We arrive at Volunteer Park, one of the jewels in the Olmsted system. There, Owen showed us how nature and infrastructure were first integrated to such great effect. The park's meandering paths, towering trees, and lush gardens provide not only a frame for the views, but also the charismatic water management infrastructure — a water tower and high-pressure reservoir.
As Lyle Bicknell, principal urban designer, Seattle department of planning and development, explained, "It was Olmstedian to make infrastructure beautiful." The reservoir no longer serves its original purpose but the water tower does. Some have even floated the idea of turning the reservoir into a skatepark, which would be fantastic.
A later visit to the Hiram M. Chittenden Locks (known locally as the Ballard Locks) made clear that Seattle continued to invest in civic infrastructure. Construction began on this complex system for moving ships from Lake Washington and Lake Union to the Puget Sound in 1911, and the first ships passed through in 1916. To get to the locks, a visitor walks through 7 acres of gorgeous gardens designed by U.S. Corps of Engineers landscape architect Carl S. English Jr., who spent more than 40 years planting the gardens with more than 500 species and 1,500 varieties of plants from around the world.
The combination of gardens and heavy ship infrastructure is somehow seamless, and feels futuristic, despite the fact that it's nearly 100 years old.
The lock keepers I spoke to exhibited great pride in the infrastructure, which runs 24 x 7, 365 days a year. Boats come in and out all day and night, as valves raise and lower water levels, keeping fresh and sea water separate. A legacy of the City Beautiful movement, the locks are a prime example of how nature and the built environment can complement each other in a timeless way.

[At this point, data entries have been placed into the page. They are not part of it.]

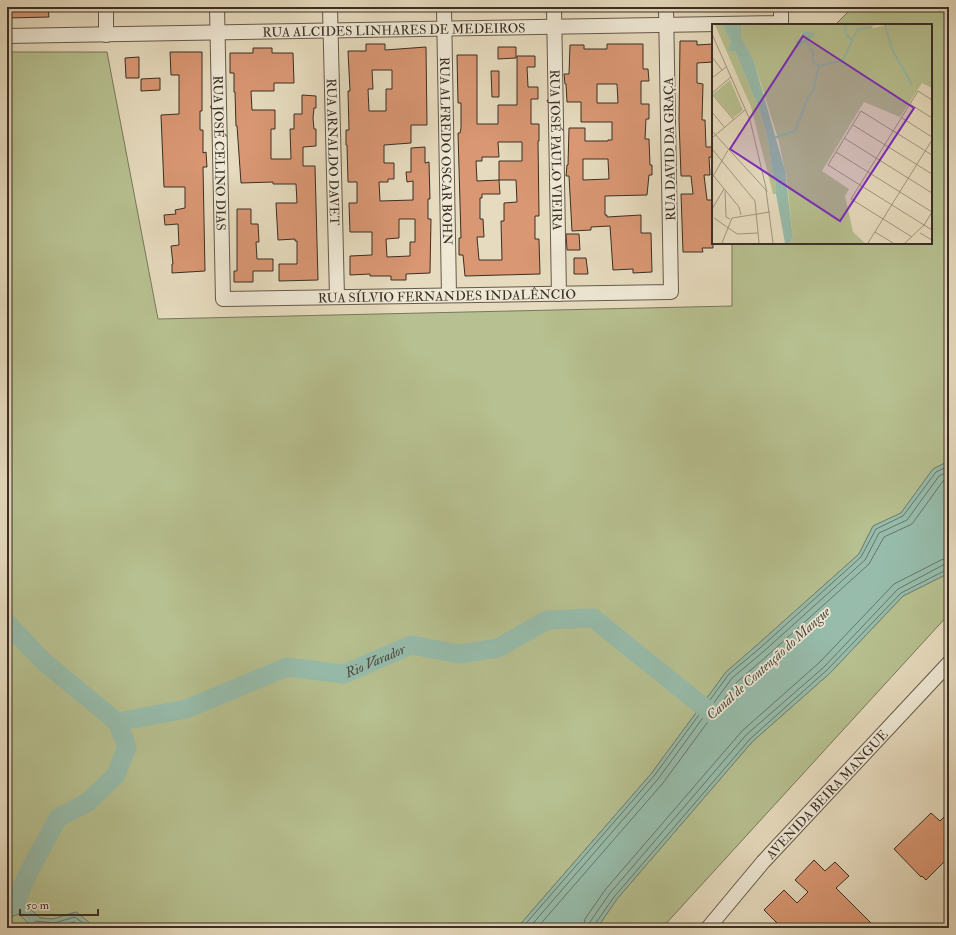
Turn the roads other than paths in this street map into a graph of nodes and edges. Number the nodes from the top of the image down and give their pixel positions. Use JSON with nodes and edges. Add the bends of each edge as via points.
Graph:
{"nodes":[{"id":1,"x":106,"y":7,"type":"edge"},
{"id":2,"x":217,"y":7,"type":"edge"},
{"id":3,"x":330,"y":7,"type":"edge"},
{"id":4,"x":444,"y":7,"type":"edge"},
{"id":5,"x":554,"y":7,"type":"edge"},
{"id":6,"x":666,"y":7,"type":"edge"},
{"id":7,"x":781,"y":7,"type":"edge"},
{"id":8,"x":712,"y":24,"type":"edge"},
{"id":9,"x":724,"y":24,"type":"edge"},
{"id":10,"x":667,"y":25,"type":"junction"},
{"id":11,"x":555,"y":27,"type":"junction"},
{"id":12,"x":444,"y":29,"type":"junction"},
{"id":13,"x":330,"y":31,"type":"junction"},
{"id":14,"x":218,"y":33,"type":"junction"},
{"id":15,"x":106,"y":35,"type":"junction"},
{"id":16,"x":7,"y":36,"type":"edge"},
{"id":17,"x":671,"y":292,"type":"joint"},
{"id":18,"x":559,"y":294,"type":"junction"},
{"id":19,"x":450,"y":296,"type":"junction"},
{"id":20,"x":337,"y":297,"type":"junction"},
{"id":21,"x":223,"y":299,"type":"joint"},
{"id":22,"x":949,"y":663,"type":"edge"},
{"id":23,"x":708,"y":928,"type":"edge"}],
"edges":[{"from":1,"to":15,"type":"street"},
{"from":2,"to":14,"type":"street","name":"RUA JOSÉ CELINO DIAS"},
{"from":3,"to":13,"type":"street","name":"RUA ARNALDO DAVET"},
{"from":4,"to":12,"type":"street","name":"RUA ALFREDO OSCAR BOHN"},
{"from":5,"to":11,"type":"street","name":"RUA JOSÉ PAULO VIEIRA"},
{"from":6,"to":10,"type":"street","name":"RUA DAVID DA GRAÇA"},
{"from":7,"to":9,"type":"street","name":"RUA ALCIDES LINHARES DE MEDEIROS","via":[[781,23]]},
{"from":8,"to":10,"type":"street","name":"RUA ALCIDES LINHARES DE MEDEIROS"},
{"from":10,"to":11,"type":"street","name":"RUA ALCIDES LINHARES DE MEDEIROS"},
{"from":10,"to":17,"type":"street","name":"RUA DAVID DA GRAÇA"},
{"from":11,"to":12,"type":"street","name":"RUA ALCIDES LINHARES DE MEDEIROS"},
{"from":11,"to":18,"type":"street","name":"RUA JOSÉ PAULO VIEIRA"},
{"from":12,"to":13,"type":"street","name":"RUA ALCIDES LINHARES DE MEDEIROS"},
{"from":12,"to":19,"type":"street","name":"RUA ALFREDO OSCAR BOHN"},
{"from":13,"to":14,"type":"street","name":"RUA ALCIDES LINHARES DE MEDEIROS"},
{"from":13,"to":20,"type":"street","name":"RUA ARNALDO DAVET"},
{"from":14,"to":15,"type":"street","name":"RUA ALCIDES LINHARES DE MEDEIROS"},
{"from":14,"to":21,"type":"street","name":"RUA JOSÉ CELINO DIAS"},
{"from":15,"to":16,"type":"street","name":"RUA ALCIDES LINHARES DE MEDEIROS"},
{"from":17,"to":18,"type":"street","name":"RUA SÍLVIO FERNANDES INDALÊNCIO"},
{"from":18,"to":19,"type":"street","name":"RUA SÍLVIO FERNANDES INDALÊNCIO"},
{"from":19,"to":20,"type":"street","name":"RUA SÍLVIO FERNANDES INDALÊNCIO"},
{"from":20,"to":21,"type":"street","name":"RUA SÍLVIO FERNANDES INDALÊNCIO"},
{"from":22,"to":23,"type":"street","name":"AVENIDA BEIRA MANGUE","via":[[762,862]]}]}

Lastly, a visit to Gas Works Park capped the journey. The Seattle parks department explains how this site on Lake Union was cleared in the early 1900s to make way for a plant to process gas from coal, which then ran for nearly 50 years, spewing chemicals into the air and lake. When natural gas began to be imported in large amounts in the 1950s, the plant became obsolete, so the site was acquired to become a park by the city in the early 1960s.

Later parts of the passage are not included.